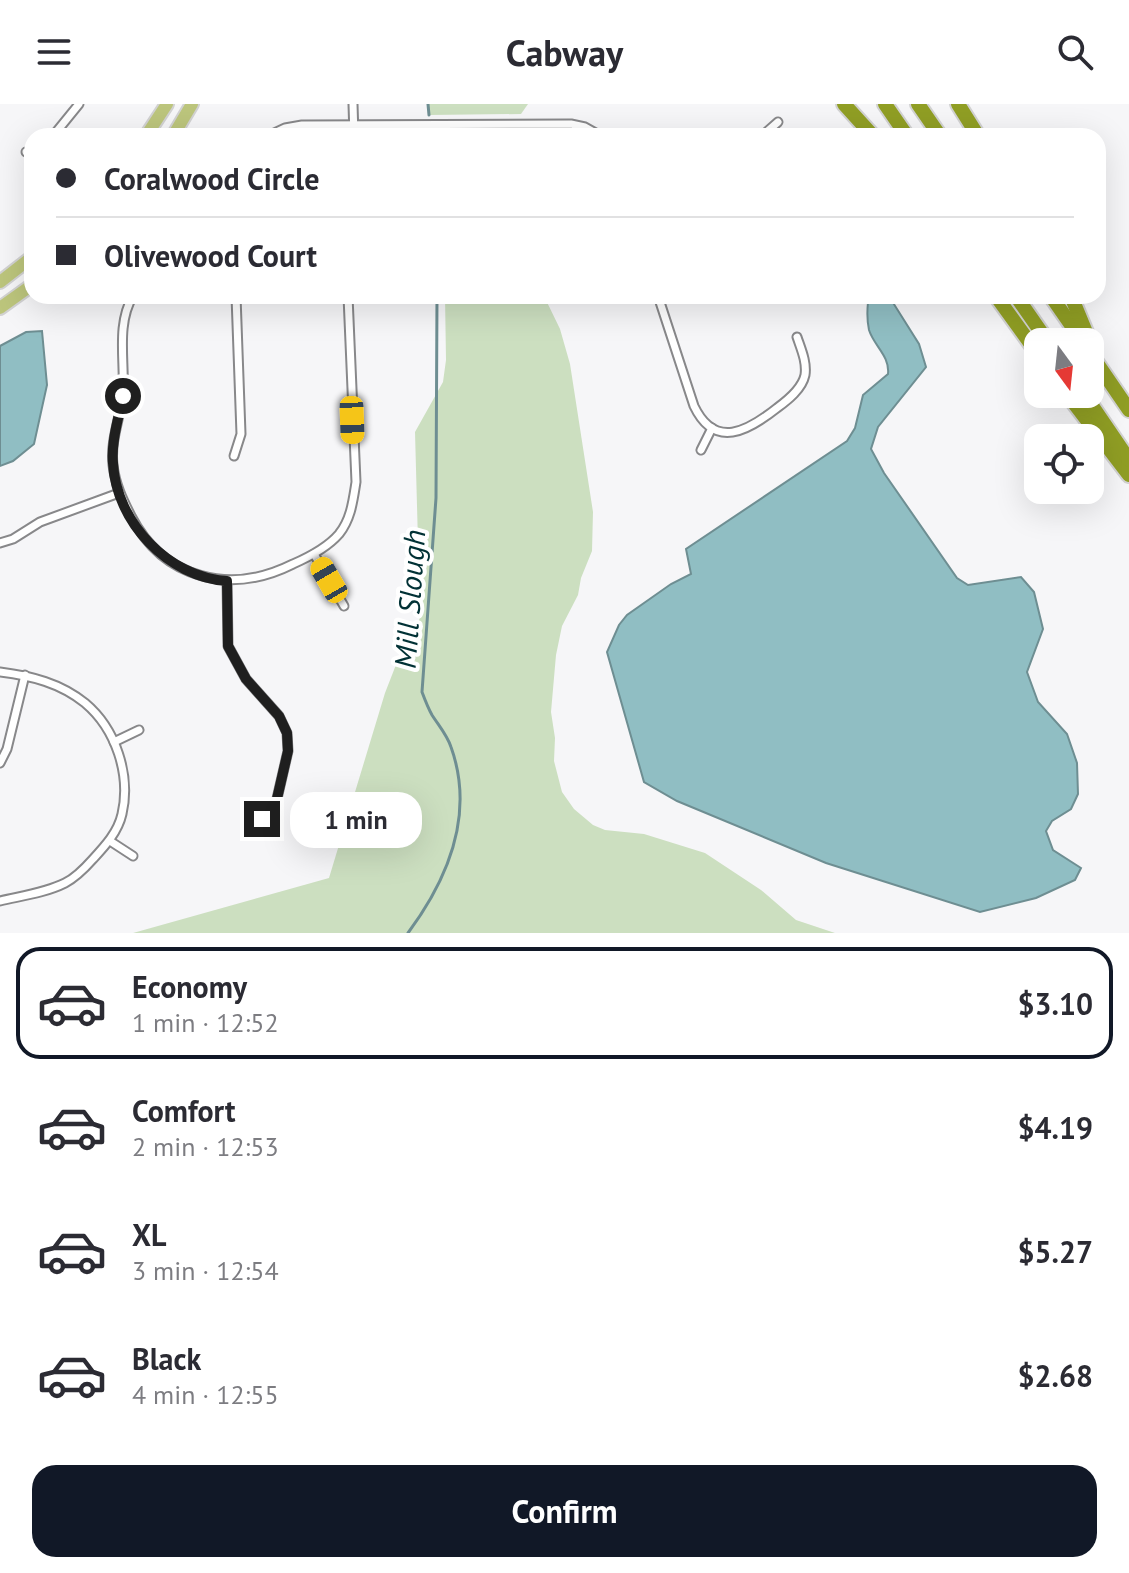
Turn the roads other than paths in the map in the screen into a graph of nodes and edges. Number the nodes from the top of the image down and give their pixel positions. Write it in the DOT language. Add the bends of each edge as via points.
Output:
graph roads {
  1 [pos="167,104"];
  2 [pos="192,104"];
  3 [pos="353,104"];
  4 [pos="844,104"];
  5 [pos="885,104"];
  6 [pos="918,104"];
  7 [pos="958,104"];
  8 [pos="78,105"];
  9 [pos="778,122"];
  10 [pos="355,125"];
  11 [pos="59,128"];
  12 [pos="151,128"];
  13 [pos="178,128"];
  14 [pos="289,128"];
  15 [pos="355,128"];
  16 [pos="588,128"];
  17 [pos="771,128"];
  18 [pos="866,128"];
  19 [pos="902,128"];
  20 [pos="934,128"];
  21 [pos="973,128"];
  22 [pos="24,263"];
  23 [pos="0,282"];
  24 [pos="24,291"];
  25 [pos="128,304"];
  26 [pos="236,304"];
  27 [pos="348,304"];
  28 [pos="661,304"];
  29 [pos="1002,304"];
  30 [pos="1022,304"];
  31 [pos="1057,304"];
  32 [pos="1074,304"];
  33 [pos="0,308"];
  34 [pos="1038,328"];
  35 [pos="1073,328"];
  36 [pos="1084,328"];
  37 [pos="1024,335"];
  38 [pos="797,337"];
  39 [pos="1104,374"];
  40 [pos="1078,408"];
  41 [pos="1094,408"];
  42 [pos="1129,410"];
  43 [pos="712,428"];
  44 [pos="701,450"];
  45 [pos="234,456"];
  46 [pos="1129,460"];
  47 [pos="1129,475"];
  48 [pos="119,493"];
  49 [pos="0,543"];
  50 [pos="314,554"];
  51 [pos="227,581"];
  52 [pos="344,606"];
  53 [pos="0,672"];
  54 [pos="25,675"];
  55 [pos="139,730"];
  56 [pos="114,742"];
  57 [pos="0,763"];
  58 [pos="262,819"];
  59 [pos="110,841"];
  60 [pos="133,856"];
  61 [pos="0,901"];
  1 -- 12 [label="main road"];
  2 -- 13 [label="main road"];
  3 -- 10 [label="street"];
  4 -- 18 [label="highway"];
  5 -- 19 [label="highway"];
  6 -- 20 [label="highway"];
  7 -- 21 [label="highway"];
  8 -- 11 [label="street"];
  9 -- 17 [label="street"];
  10 -- 14 [label="street"];
  10 -- 15 [label="street"];
  10 -- 16 [label="street"];
  22 -- 23 [label="main road"];
  24 -- 33 [label="main road"];
  25 -- 48 [label="street" via="123,396 113,451"];
  26 -- 45 [label="street" via="241,434"];
  27 -- 50 [label="street" via="356,482 351,513 338,535"];
  28 -- 43 [label="street" via="694,406"];
  29 -- 37 [label="highway"];
  30 -- 34 [label="highway"];
  31 -- 35 [label="highway"];
  32 -- 36 [label="highway"];
  38 -- 43 [label="street" via="805,370 795,391 749,429 731,433"];
  39 -- 42 [label="highway"];
  40 -- 47 [label="highway"];
  41 -- 46 [label="highway"];
  43 -- 44 [label="street"];
  48 -- 49 [label="street"];
  48 -- 51 [label="street" via="136,526 165,558 192,573"];
  50 -- 51 [label="street" via="257,577"];
  50 -- 52 [label="street"];
  51 -- 58 [label="street" via="228,646 287,733 276,803"];
  53 -- 54 [label="street"];
  54 -- 56 [label="street" via="54,683 86,704"];
  54 -- 57 [label="street"];
  55 -- 56 [label="street"];
  56 -- 59 [label="street" via="125,776 122,815"];
  59 -- 60 [label="street"];
  59 -- 61 [label="street" via="67,882"];
}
──────
• _Exercise details_:
Please print the material exactly as given above, omitting the pictures.

• _Response to this exercise_:
Turn the roads other than paths in the map in the screen into a graph of nodes and edges. Number the nodes from the top of the image down and give their pixel positions. Write it in the DOT language. Add the bends of each edge as via points.
Output:
graph roads {
  1 [pos="167,104"];
  2 [pos="192,104"];
  3 [pos="353,104"];
  4 [pos="844,104"];
  5 [pos="885,104"];
  6 [pos="918,104"];
  7 [pos="958,104"];
  8 [pos="78,105"];
  9 [pos="778,122"];
  10 [pos="355,125"];
  11 [pos="59,128"];
  12 [pos="151,128"];
  13 [pos="178,128"];
  14 [pos="289,128"];
  15 [pos="355,128"];
  16 [pos="588,128"];
  17 [pos="771,128"];
  18 [pos="866,128"];
  19 [pos="902,128"];
  20 [pos="934,128"];
  21 [pos="973,128"];
  22 [pos="24,263"];
  23 [pos="0,282"];
  24 [pos="24,291"];
  25 [pos="128,304"];
  26 [pos="236,304"];
  27 [pos="348,304"];
  28 [pos="661,304"];
  29 [pos="1002,304"];
  30 [pos="1022,304"];
  31 [pos="1057,304"];
  32 [pos="1074,304"];
  33 [pos="0,308"];
  34 [pos="1038,328"];
  35 [pos="1073,328"];
  36 [pos="1084,328"];
  37 [pos="1024,335"];
  38 [pos="797,337"];
  39 [pos="1104,374"];
  40 [pos="1078,408"];
  41 [pos="1094,408"];
  42 [pos="1129,410"];
  43 [pos="712,428"];
  44 [pos="701,450"];
  45 [pos="234,456"];
  46 [pos="1129,460"];
  47 [pos="1129,475"];
  48 [pos="119,493"];
  49 [pos="0,543"];
  50 [pos="314,554"];
  51 [pos="227,581"];
  52 [pos="344,606"];
  53 [pos="0,672"];
  54 [pos="25,675"];
  55 [pos="139,730"];
  56 [pos="114,742"];
  57 [pos="0,763"];
  58 [pos="262,819"];
  59 [pos="110,841"];
  60 [pos="133,856"];
  61 [pos="0,901"];
  1 -- 12 [label="main road"];
  2 -- 13 [label="main road"];
  3 -- 10 [label="street"];
  4 -- 18 [label="highway"];
  5 -- 19 [label="highway"];
  6 -- 20 [label="highway"];
  7 -- 21 [label="highway"];
  8 -- 11 [label="street"];
  9 -- 17 [label="street"];
  10 -- 14 [label="street"];
  10 -- 15 [label="street"];
  10 -- 16 [label="street"];
  22 -- 23 [label="main road"];
  24 -- 33 [label="main road"];
  25 -- 48 [label="street" via="123,396 113,451"];
  26 -- 45 [label="street" via="241,434"];
  27 -- 50 [label="street" via="356,482 351,513 338,535"];
  28 -- 43 [label="street" via="694,406"];
  29 -- 37 [label="highway"];
  30 -- 34 [label="highway"];
  31 -- 35 [label="highway"];
  32 -- 36 [label="highway"];
  38 -- 43 [label="street" via="805,370 795,391 749,429 731,433"];
  39 -- 42 [label="highway"];
  40 -- 47 [label="highway"];
  41 -- 46 [label="highway"];
  43 -- 44 [label="street"];
  48 -- 49 [label="street"];
  48 -- 51 [label="street" via="136,526 165,558 192,573"];
  50 -- 51 [label="street" via="257,577"];
  50 -- 52 [label="street"];
  51 -- 58 [label="street" via="228,646 287,733 276,803"];
  53 -- 54 [label="street"];
  54 -- 56 [label="street" via="54,683 86,704"];
  54 -- 57 [label="street"];
  55 -- 56 [label="street"];
  56 -- 59 [label="street" via="125,776 122,815"];
  59 -- 60 [label="street"];
  59 -- 61 [label="street" via="67,882"];
}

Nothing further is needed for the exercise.